The league has become more conscious of diversity on all fronts -- the possibility that it might enter the 2016 season without an African-American coach sounded alarm bells before the hiring of Dusty Baker in Washington and, this week, Dave Roberts in Los Angeles. So there was no question that Major League Baseball was trying to expand roles for women, too, the president of Minor League Baseball told The Huffington Post in September.

"Somewhere, somebody is trying to figure out how we're going to get the first female [general manager], the first female coach," Pat O'Conner said at the time. "I can tell you it's a priority -- diversity from all angles."

Still, there wasn't much optimism -- from O'Conner or others who had tracked the history of women in baseball -- that change would happen soon.

But a few weeks later, the moment came: The Oakland A's hired Justine Siegal, a former collegiate and independent league coach, to work the fall instructional league in Arizona. Siegal was the first woman ever hired to coach for an MLB franchise, and even if it was only for the short fall season, which gives minor leaguers a chance to put in extra work before the winter, it was progress.

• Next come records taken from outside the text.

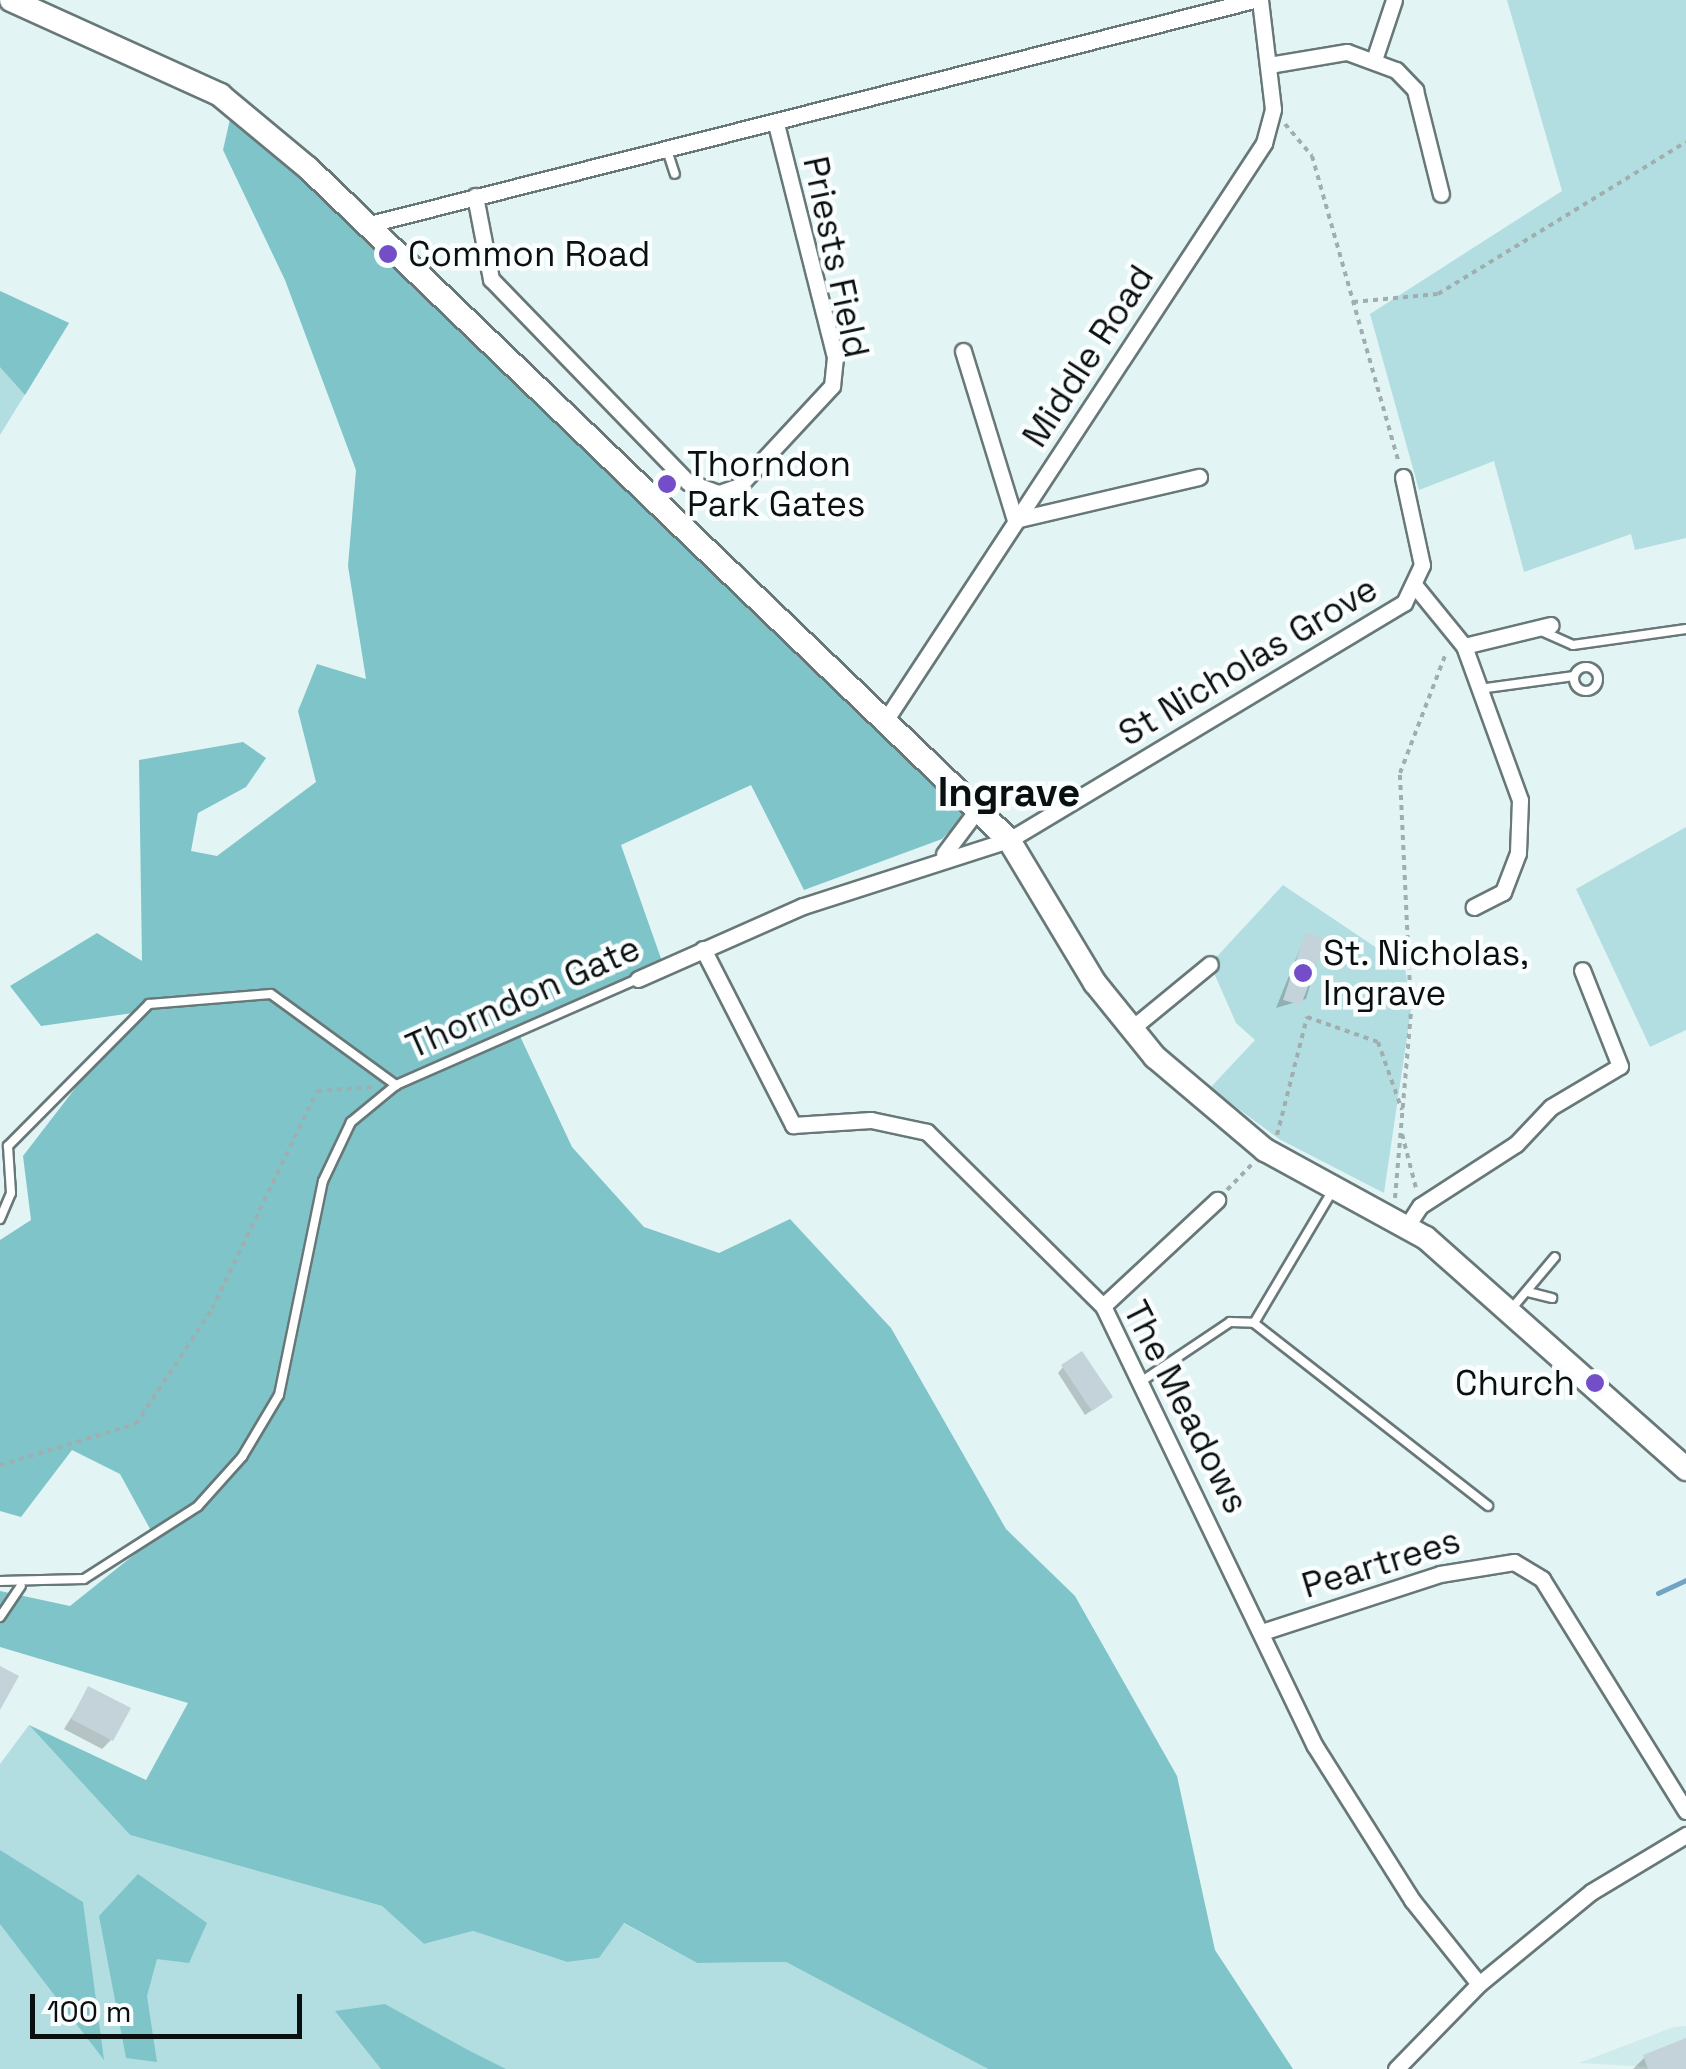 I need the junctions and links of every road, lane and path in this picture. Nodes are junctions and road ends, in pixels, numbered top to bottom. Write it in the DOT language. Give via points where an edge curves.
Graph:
graph roads {
  1 [pos="11,0"];
  2 [pos="1257,0"];
  3 [pos="1394,0"];
  4 [pos="1375,56"];
  5 [pos="1269,65"];
  6 [pos="1273,109"];
  7 [pos="776,123"];
  8 [pos="1686,142"];
  9 [pos="666,150"];
  10 [pos="674,174"];
  11 [pos="1441,194"];
  12 [pos="474,196"];
  13 [pos="366,225"];
  14 [pos="1353,302"];
  15 [pos="964,351"];
  16 [pos="1198,477"];
  17 [pos="1403,477"];
  18 [pos="1015,520"];
  19 [pos="1416,587"];
  20 [pos="1544,627"];
  21 [pos="1686,629"];
  22 [pos="1464,646"];
  23 [pos="1574,676"];
  24 [pos="1479,688"];
  25 [pos="883,724"];
  26 [pos="977,810"];
  27 [pos="1008,840"];
  28 [pos="937,858"];
  29 [pos="1474,907"];
  30 [pos="703,949"];
  31 [pos="1210,964"];
  32 [pos="1582,970"];
  33 [pos="638,980"];
  34 [pos="1131,1028"];
  35 [pos="396,1085"];
  36 [pos="1402,1110"];
  37 [pos="4,1146"];
  38 [pos="1269,1152"];
  39 [pos="1334,1189"];
  40 [pos="1217,1200"];
  41 [pos="1426,1202"];
  42 [pos="0,1219"];
  43 [pos="1400,1221"];
  44 [pos="1555,1257"];
  45 [pos="1528,1292"];
  46 [pos="1552,1298"];
  47 [pos="1103,1306"];
  48 [pos="1510,1311"];
  49 [pos="1254,1324"];
  50 [pos="1138,1384"];
  51 [pos="0,1465"];
  52 [pos="1686,1469"];
  53 [pos="1488,1506"];
  54 [pos="0,1580"];
  55 [pos="21,1586"];
  56 [pos="0,1617"];
  57 [pos="1262,1632"];
  58 [pos="1686,1810"];
  59 [pos="1686,1835"];
  60 [pos="1478,1984"];
  61 [pos="1396,2069"];
  1 -- 13 [label="main road" via="220,95"];
  2 -- 5 [label="street, Middle Road"];
  2 -- 7 [label="street"];
  3 -- 4 [label="street"];
  4 -- 5 [label="street"];
  4 -- 11 [label="street" via="1415,90"];
  5 -- 6 [label="street, Middle Road"];
  6 -- 14 [label="path" via="1312,156"];
  6 -- 18 [label="street, Middle Road" via="1264,142"];
  7 -- 9 [label="street"];
  7 -- 12 [label="street, Priests Field" via="835,356 832,386 739,486 718,493 688,482 492,279"];
  8 -- 14 [label="path" via="1438,294"];
  9 -- 10 [label="lane"];
  9 -- 12 [label="street"];
  12 -- 13 [label="street"];
  13 -- 25 [label="main road"];
  14 -- 17 [label="path"];
  15 -- 18 [label="street"];
  16 -- 18 [label="street"];
  17 -- 19 [label="street, St Nicholas Grove" via="1421,538"];
  18 -- 25 [label="street, Middle Road"];
  19 -- 22 [label="street"];
  19 -- 27 [label="street, St Nicholas Grove" via="1404,603"];
  20 -- 21 [label="lane" via="1572,645"];
  20 -- 22 [label="street"];
  22 -- 24 [label="street"];
  22 -- 36 [label="path" via="1446,651 1400,773 1411,1010"];
  23 -- 24 [label="lane"];
  24 -- 29 [label="street" via="1520,800 1518,854 1503,892"];
  25 -- 26 [label="main road"];
  26 -- 27 [label="main road"];
  26 -- 28 [label="street" via="959,844"];
  27 -- 28 [label="street, Thorndon Gate"];
  27 -- 34 [label="main road"];
  28 -- 30 [label="street, Thorndon Gate"];
  30 -- 33 [label="street, Thorndon Gate"];
  30 -- 47 [label="street, The Meadows" via="793,1125 871,1120 927,1132"];
  31 -- 34 [label="street"];
  32 -- 41 [label="street" via="1620,1066"];
  33 -- 35 [label="lane, Thorndon Gate"];
  34 -- 38 [label="main road"];
  35 -- 37 [label="lane, Thorndon Gate" via="271,994 150,1004"];
  35 -- 51 [label="path" via="318,1091 212,1309 136,1424"];
  35 -- 55 [label="lane" via="352,1122 323,1181 278,1395 242,1457 198,1506 84,1578"];
  36 -- 38 [label="path" via="1378,1042 1307,1017"];
  36 -- 41 [label="path" via="1406,1158"];
  36 -- 43 [label="path"];
  37 -- 42 [label="lane" via="11,1194"];
  38 -- 39 [label="main road"];
  38 -- 40 [label="path"];
  39 -- 43 [label="main road"];
  39 -- 49 [label="lane"];
  40 -- 47 [label="street"];
  41 -- 43 [label="street"];
  43 -- 48 [label="main road"];
  44 -- 45 [label="lane" via="1529,1278"];
  45 -- 46 [label="lane"];
  45 -- 48 [label="lane"];
  47 -- 50 [label="street, The Meadows"];
  48 -- 52 [label="main road"];
  49 -- 50 [label="lane" via="1230,1322"];
  49 -- 53 [label="lane"];
  50 -- 57 [label="street, The Meadows"];
  54 -- 55 [label="lane"];
  55 -- 56 [label="lane"];
  57 -- 58 [label="street, Peartrees" via="1454,1570 1514,1562 1542,1578"];
  57 -- 60 [label="street, The Meadows" via="1368,1835"];
  59 -- 60 [label="street" via="1590,1892"];
  60 -- 61 [label="street"];
}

"This has been a wonderful moment and a long-deserved moment in history when women are getting their chance to coach in professional sports," Siegal told HuffPost this week. "I think the American consciousness is ready for more females in positions of sports leadership."

For two weeks in October, Siegal began each day working with infielders, beating ground balls to Oakland’s third basemen. She threw batting practice when it was her turn in the rotation and took her familiar spot coaching first base during afternoon games.

It wasn’t long, she said, before everyone forgot that she was anything but another baseball coach.

"I was a rookie coach, so my job was more or less to support full-time coaches. But it doesn't stop the interaction or change the interaction with the players," Siegal said. "I've never felt more accepted on a baseball field. That was an incredible feeling for me."

Acceptance has been a common reaction to Siegal's work.

"I've found throughout my years of coaching that if you show you know what you're doing and you care about them and can make them better players, they'll accept you," she said.

Siegal's career has been marked by milestones. She was one of the first women to coach in college baseball. In 2009, she signed on as the first-base coach for the Brockton Rox, an independent team in Massachusetts, making her the first woman to coach in men's pro baseball. Two years later, she became the first woman to throw batting practice to a MLB team.

Despite that success, "it never crossed my mind that I'd be able to coach professionally [in the major league]," Siegal said.

Still, for the last few years, she had called around MLB front offices asking for a chance to coach in their instructional leagues. Oakland’s general manager, Billy Beane, was the first to say yes.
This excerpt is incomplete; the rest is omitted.